26/10/2010

Les visages de la nostalgie

Deux visages qui nous interpellent, par-delà les années et les clichés accumulés :
Alain Delon et Brigitte Bardot.



Dior a choisi une image de Delon, il y a quarante ans, pour promouvoir l'Eau Sauvage, grand classique masculin (photos JMPérier, 1966).
Lancel a opté pour Bardot, dans toute sa jeunesse et sa blondeur pour créer deux sac à mains "BB", version femme fatale et femme enfant...



Autre exemple tout récent, et sur un marché bien différent : Sophia Loren a été choisie pour incarner la marque culinaire haut de gamme Lagostina.

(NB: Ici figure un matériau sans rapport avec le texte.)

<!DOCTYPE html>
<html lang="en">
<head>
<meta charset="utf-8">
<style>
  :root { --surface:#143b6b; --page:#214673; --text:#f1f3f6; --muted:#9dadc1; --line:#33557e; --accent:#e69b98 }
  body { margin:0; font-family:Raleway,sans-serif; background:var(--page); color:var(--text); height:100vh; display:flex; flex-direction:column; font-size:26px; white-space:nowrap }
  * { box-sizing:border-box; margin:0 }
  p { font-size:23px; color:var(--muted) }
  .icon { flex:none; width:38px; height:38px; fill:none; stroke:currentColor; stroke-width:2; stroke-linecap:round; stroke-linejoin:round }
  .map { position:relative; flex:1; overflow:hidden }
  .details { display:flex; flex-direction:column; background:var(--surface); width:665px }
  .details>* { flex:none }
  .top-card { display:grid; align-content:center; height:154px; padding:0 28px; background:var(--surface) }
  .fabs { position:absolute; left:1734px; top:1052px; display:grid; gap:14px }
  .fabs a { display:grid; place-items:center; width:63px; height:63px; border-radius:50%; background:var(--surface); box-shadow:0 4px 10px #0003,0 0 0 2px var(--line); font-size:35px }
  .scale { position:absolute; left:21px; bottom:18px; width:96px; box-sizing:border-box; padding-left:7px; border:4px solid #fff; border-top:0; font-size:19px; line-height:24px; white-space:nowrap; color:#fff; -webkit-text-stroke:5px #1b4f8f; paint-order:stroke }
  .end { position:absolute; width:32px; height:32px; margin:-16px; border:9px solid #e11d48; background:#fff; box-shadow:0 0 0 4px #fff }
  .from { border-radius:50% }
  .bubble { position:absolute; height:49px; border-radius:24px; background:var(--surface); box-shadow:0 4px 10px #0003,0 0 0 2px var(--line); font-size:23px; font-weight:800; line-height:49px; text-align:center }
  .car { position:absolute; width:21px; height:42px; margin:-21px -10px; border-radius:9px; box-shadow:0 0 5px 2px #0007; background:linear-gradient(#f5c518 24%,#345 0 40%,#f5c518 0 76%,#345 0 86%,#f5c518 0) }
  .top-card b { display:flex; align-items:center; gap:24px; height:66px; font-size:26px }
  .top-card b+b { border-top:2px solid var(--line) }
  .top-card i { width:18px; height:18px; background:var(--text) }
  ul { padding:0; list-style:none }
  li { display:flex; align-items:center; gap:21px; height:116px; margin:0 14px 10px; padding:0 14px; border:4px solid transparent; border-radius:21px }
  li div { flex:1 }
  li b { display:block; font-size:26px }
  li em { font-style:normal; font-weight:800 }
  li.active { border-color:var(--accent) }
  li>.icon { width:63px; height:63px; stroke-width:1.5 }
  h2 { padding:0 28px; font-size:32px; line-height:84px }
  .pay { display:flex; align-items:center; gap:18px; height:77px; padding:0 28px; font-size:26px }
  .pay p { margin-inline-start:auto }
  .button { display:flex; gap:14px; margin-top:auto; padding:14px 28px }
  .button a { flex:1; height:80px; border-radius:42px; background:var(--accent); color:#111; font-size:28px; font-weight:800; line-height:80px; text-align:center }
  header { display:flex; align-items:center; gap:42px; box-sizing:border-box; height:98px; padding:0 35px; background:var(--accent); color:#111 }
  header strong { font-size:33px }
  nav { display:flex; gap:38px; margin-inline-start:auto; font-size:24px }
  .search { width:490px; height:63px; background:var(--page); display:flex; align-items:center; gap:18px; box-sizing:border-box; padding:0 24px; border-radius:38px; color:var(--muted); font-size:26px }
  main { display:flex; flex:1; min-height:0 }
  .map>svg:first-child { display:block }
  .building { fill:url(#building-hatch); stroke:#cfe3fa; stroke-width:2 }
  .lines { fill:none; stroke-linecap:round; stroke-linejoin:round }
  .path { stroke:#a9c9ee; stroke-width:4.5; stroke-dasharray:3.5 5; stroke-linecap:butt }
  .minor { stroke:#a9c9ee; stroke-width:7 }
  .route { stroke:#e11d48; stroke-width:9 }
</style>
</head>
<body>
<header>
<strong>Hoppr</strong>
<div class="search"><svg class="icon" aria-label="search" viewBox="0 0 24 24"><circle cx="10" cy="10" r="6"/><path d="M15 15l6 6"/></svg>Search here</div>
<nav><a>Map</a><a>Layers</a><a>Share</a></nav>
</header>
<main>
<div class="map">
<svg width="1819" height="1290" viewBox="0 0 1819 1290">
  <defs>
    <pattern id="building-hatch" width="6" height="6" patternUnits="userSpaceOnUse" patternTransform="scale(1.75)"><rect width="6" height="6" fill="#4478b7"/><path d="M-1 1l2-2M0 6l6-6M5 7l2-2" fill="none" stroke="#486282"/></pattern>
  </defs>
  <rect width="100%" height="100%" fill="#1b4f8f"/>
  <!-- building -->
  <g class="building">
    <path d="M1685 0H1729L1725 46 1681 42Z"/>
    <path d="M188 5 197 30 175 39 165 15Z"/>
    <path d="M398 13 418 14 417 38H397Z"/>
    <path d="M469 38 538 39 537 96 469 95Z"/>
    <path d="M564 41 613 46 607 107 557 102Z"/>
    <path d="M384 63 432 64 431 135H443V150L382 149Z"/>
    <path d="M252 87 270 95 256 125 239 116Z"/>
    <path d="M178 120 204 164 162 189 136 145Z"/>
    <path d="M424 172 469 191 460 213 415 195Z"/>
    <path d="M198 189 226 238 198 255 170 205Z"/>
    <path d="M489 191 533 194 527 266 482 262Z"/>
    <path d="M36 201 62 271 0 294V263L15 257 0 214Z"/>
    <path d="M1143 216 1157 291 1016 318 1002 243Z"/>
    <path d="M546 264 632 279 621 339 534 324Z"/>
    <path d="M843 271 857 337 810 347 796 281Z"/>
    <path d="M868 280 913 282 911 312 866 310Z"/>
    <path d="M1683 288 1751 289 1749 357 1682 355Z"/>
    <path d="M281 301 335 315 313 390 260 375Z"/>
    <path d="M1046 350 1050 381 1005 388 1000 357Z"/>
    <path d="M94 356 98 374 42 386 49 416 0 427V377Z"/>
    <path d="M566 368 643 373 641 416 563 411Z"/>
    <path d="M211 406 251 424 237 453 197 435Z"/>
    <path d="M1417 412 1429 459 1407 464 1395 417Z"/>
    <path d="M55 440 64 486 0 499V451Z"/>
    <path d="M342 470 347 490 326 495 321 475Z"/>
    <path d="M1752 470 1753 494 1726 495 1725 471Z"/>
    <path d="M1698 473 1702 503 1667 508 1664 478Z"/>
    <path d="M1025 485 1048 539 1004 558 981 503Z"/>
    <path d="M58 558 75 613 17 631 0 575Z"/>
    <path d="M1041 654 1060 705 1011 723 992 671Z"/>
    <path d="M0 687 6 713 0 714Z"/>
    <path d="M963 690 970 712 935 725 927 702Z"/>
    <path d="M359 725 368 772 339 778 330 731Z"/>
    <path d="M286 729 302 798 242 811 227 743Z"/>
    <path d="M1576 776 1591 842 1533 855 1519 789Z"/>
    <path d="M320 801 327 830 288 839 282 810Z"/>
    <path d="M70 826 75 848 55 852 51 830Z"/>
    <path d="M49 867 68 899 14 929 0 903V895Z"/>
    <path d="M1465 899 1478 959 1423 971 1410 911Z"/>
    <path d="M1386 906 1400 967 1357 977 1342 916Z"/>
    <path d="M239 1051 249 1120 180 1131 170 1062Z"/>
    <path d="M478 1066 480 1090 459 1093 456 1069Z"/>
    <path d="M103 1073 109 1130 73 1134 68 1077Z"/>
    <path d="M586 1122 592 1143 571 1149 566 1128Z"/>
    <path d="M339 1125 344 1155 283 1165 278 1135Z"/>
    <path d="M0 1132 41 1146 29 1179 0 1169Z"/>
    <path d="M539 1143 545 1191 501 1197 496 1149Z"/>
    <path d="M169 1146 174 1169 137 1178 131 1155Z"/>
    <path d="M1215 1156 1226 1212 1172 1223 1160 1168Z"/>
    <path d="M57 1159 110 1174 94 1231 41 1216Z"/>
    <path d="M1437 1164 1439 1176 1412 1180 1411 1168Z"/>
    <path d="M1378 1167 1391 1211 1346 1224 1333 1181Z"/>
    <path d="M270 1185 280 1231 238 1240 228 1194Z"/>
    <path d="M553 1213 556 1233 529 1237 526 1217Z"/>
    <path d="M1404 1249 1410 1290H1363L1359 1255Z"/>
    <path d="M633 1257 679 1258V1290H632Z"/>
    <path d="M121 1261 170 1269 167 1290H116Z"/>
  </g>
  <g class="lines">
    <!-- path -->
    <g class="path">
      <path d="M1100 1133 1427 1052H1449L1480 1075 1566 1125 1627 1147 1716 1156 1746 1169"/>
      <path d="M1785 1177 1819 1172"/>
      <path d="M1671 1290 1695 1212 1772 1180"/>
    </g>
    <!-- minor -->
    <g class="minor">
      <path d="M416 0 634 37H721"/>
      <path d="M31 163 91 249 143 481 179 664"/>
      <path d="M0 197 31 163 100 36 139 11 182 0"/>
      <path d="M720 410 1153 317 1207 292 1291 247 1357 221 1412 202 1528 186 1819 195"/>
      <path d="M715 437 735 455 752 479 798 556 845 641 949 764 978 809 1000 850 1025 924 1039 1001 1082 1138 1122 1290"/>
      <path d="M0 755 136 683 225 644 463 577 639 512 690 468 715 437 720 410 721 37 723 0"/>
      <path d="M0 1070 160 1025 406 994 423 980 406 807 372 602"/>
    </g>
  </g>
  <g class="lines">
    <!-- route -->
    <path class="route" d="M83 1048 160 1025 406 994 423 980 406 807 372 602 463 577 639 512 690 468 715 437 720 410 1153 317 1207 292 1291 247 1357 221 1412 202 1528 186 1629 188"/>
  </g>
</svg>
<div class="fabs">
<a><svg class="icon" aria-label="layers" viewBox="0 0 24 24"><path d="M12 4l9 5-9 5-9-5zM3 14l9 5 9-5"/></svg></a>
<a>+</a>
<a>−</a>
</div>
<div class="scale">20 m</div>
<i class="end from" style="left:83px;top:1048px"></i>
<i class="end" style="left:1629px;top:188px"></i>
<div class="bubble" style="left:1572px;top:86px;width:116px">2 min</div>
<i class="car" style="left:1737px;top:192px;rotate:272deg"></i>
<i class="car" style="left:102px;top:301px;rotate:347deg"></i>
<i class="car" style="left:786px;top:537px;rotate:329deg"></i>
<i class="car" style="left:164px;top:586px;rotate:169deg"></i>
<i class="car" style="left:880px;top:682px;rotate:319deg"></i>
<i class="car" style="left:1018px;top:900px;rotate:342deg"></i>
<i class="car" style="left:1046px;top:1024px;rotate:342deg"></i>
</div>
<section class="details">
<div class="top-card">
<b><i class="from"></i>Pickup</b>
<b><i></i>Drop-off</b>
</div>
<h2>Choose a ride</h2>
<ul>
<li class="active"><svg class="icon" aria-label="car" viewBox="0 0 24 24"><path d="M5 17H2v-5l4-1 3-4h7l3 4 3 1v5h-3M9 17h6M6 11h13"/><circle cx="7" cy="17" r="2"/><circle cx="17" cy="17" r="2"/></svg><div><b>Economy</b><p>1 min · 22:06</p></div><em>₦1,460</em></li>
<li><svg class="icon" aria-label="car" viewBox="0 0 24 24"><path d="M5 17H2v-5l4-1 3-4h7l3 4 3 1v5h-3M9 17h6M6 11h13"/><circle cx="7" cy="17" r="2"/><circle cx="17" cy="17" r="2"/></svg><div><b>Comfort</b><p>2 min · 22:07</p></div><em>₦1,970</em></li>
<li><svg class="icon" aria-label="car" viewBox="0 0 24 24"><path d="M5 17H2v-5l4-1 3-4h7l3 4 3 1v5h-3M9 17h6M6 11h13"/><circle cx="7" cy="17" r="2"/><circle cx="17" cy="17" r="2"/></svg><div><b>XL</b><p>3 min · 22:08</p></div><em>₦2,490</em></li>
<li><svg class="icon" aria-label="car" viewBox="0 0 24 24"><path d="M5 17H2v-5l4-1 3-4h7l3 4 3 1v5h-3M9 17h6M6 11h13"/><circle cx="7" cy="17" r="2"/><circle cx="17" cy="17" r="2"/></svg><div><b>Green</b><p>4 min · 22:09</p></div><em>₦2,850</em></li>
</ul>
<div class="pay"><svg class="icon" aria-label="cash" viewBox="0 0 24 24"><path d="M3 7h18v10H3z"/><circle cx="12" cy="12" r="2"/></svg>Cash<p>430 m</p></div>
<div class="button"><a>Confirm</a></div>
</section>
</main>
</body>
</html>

Idem, une image non pas de la Sophia Loren actuelle mais de la femme qu'elle a été, au summum de sa beauté (photo de Alfred Eisenstaedt). 


Est-ce plus fort que Gaspard Ulliel et Laetitia Casta (pour rester sur des visages de par chez nous) ? Oui, sans doute, ces visages du passé apportent quelque chose de plus. (NB : j'adore Ulliel et la Casta, c'était juste pour comparer).

- Ce sont de belles personnes, fixées dans leur jeunesse, au sommet de leur séduction. Des égéries solaires, issues d'une époque plus insouciante, moins complexe. On peut remarquer que pour les deux femmes ce ne sont pas des photos très posées, très lisses, mais des images vivantes, souriantes, comme prises sur le vif. On est loin des moues boudeuses de nos magazines actuels. Vous avez dit nostalgie ?...

- Ce sont des bêtes de cinéma. Tous les trois, ce sont des acteurs, pas des comédiens, pas des mannequins, ils sont riches des rôles qu'ont leur a confié, des univers artistiques auxquels ils appartenaient. Oui oui, le cinéma à la cote...

- Ce sont de véritables idoles. Ce ne sont plus les personnes réelles (vous voyez la Brigitte Bardot droitiste, défendant les gentils animaux, vous?) mais ce qu'elles incarnent dans l'imaginaire collectif. Lagostina utilise l'image de ce que Sophia Loren peut représenter, la femme italienne, généreuse, spontanée, à la fois femme fatale et mama. Dans cette campagne print (DDB) Sophia Loren s'exprime, d'ailleurs : «Le principal ingrédient pour toute bonne cuisine familiale est l'amour. L'amour envers ceux pour qui vous cuisinez.». (Ah oui bien sûr, l'amorrrrre !). Ce faisant, les marques se hissent à la hauteur de leurs égéries, et se posent en légende.

- Ce sont des gages d'authenticité, de pérennitéCe sont des images durables. A l'époque il n'y avait pas la (sur)abondance d'images que nous connaissont aujourd'hui, les images étaient précieuses, magiques, sacralisées. D'ailleurs vous aurez noté que ces images sont en noir et blanc, en argentique. Delon pour Dior, ça nous change de Zidane, ou Johnny ou... Largo Winch ?

 A qui ça parle ? A ceux qui ce sont identifiés à ces visages, à l'époque, mais aussi au plus jeunes, envieux de ces personnalités phares et rayonnantes, fatigués des stars jetables qu'on leur impose sur tous les canaux.